Start with a conversation , and the toolkit that helps you say what matters
Talking about future health care feels awkward, but the first step is simply saying the words out loud, and there are resources to ease you in. The Compassion & Choices/SAGE Advance Care Planning Toolkit was created with LGBTQ+ adults in mind, so it uses real scenarios , for instance, naming a chosen family member instead of a next-of-kin , and practical prompts that make conversations less clinical and more human. Think of it as a script and a checklist in one, and your Vizsla’s nose won’t be offended if you practise at home.
Which legal papers actually protect chosen family in Texas
Texas has a handful of core documents that decide who speaks for you and how your affairs are handled. A Medical Power of Attorney lets someone make healthcare choices when you can’t; a Directive to Physicians (living will) states your wishes about life-sustaining treatment; and a HIPAA authorisation gives authorised people access to medical records. For money and property, a Durable Power of Attorney is essential. If you want to steer guardianship decisions, a Declaration of Guardian can make your preferences clear.
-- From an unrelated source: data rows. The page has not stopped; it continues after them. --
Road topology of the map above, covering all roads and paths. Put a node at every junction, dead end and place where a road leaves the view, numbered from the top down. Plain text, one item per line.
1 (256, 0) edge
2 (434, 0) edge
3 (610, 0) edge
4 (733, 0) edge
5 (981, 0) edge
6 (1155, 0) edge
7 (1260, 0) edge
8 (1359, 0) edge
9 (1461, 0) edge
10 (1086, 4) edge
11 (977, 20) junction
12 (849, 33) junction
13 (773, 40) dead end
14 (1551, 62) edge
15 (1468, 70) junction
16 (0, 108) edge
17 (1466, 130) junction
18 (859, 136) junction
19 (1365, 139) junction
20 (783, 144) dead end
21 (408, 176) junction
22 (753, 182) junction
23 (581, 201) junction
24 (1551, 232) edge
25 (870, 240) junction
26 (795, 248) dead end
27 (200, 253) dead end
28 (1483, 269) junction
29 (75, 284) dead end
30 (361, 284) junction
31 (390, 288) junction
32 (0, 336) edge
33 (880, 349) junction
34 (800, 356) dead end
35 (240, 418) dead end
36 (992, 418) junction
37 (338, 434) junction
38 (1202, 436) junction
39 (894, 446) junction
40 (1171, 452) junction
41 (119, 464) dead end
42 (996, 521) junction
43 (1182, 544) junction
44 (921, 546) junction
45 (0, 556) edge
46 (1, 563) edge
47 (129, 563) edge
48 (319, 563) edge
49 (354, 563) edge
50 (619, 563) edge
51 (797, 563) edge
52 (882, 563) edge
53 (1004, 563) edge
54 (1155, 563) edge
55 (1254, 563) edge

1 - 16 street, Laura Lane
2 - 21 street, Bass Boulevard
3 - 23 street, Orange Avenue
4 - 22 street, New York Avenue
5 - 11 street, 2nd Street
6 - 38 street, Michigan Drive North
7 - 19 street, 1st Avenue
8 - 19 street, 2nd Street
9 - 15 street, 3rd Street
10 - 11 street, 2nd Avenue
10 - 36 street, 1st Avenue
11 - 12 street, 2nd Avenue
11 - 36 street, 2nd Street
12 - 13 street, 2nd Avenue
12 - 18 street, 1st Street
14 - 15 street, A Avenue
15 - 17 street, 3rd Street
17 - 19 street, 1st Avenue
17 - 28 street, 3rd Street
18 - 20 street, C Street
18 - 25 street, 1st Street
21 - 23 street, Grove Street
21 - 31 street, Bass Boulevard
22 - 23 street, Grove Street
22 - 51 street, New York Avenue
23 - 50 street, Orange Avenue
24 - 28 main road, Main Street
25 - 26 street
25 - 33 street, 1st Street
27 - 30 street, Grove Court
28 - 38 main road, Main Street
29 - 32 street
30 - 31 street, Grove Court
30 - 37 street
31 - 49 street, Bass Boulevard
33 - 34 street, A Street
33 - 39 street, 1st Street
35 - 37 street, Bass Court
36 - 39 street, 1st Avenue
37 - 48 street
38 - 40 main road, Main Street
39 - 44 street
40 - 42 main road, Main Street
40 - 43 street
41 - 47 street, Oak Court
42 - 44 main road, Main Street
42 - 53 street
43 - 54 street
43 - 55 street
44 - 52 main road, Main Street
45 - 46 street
And of course, a Last Will and Testament sorts out property after you’re gone. Getting these signed and copies shared is the practical bit that prevents later fights or confusion.
Why this matters more for LGBTQ+ people , the practical realities
Many LGBTQ+ people rely on partners, friends or “chosen family” who aren’t legally married or biologically related. In practice that means hospital staff or courts can default to people you don’t want making choices. The toolkit and Texas forms bridge that gap: they give legal weight to relationships that actually matter. Beyond relationships, advance care planning also lets you record preferences about everything from visitation to spiritual care, which can be especially meaningful if your values differ from a biological family’s expectations.
How to complete documents and keep them useful
Practical tip: use state-approved forms where available, sign them the way Texas law requires, and store copies where people can find them. Texas Health and Human Services provides advance directive forms and guidance online; some probate and judiciary pages offer will templates. Name alternates in appointments, keep HIPAA releases up to date, and tell your healthcare provider where documents are filed. A quick audit every couple of years, or after a major life change, keeps the paperwork current and the plan faithful to your wishes.
Get local help , free sessions to demystify probate and wills
If you’re wondering what happens after you die, or how to administer an estate, local resources help turn jargon into action. The Harris County Robert W. Hainsworth Law Library runs Probate Wednesdays with Brandon Cofield, the county’s Public Probate Administrator, offering free sessions that explain Texas probate, estate administration and wills. These talks are a useful next stop after completing advance directives, especially if your affairs are complex or you want to avoid a messy probate later.
It's a small act of care that keeps your relationships and choices front and centre.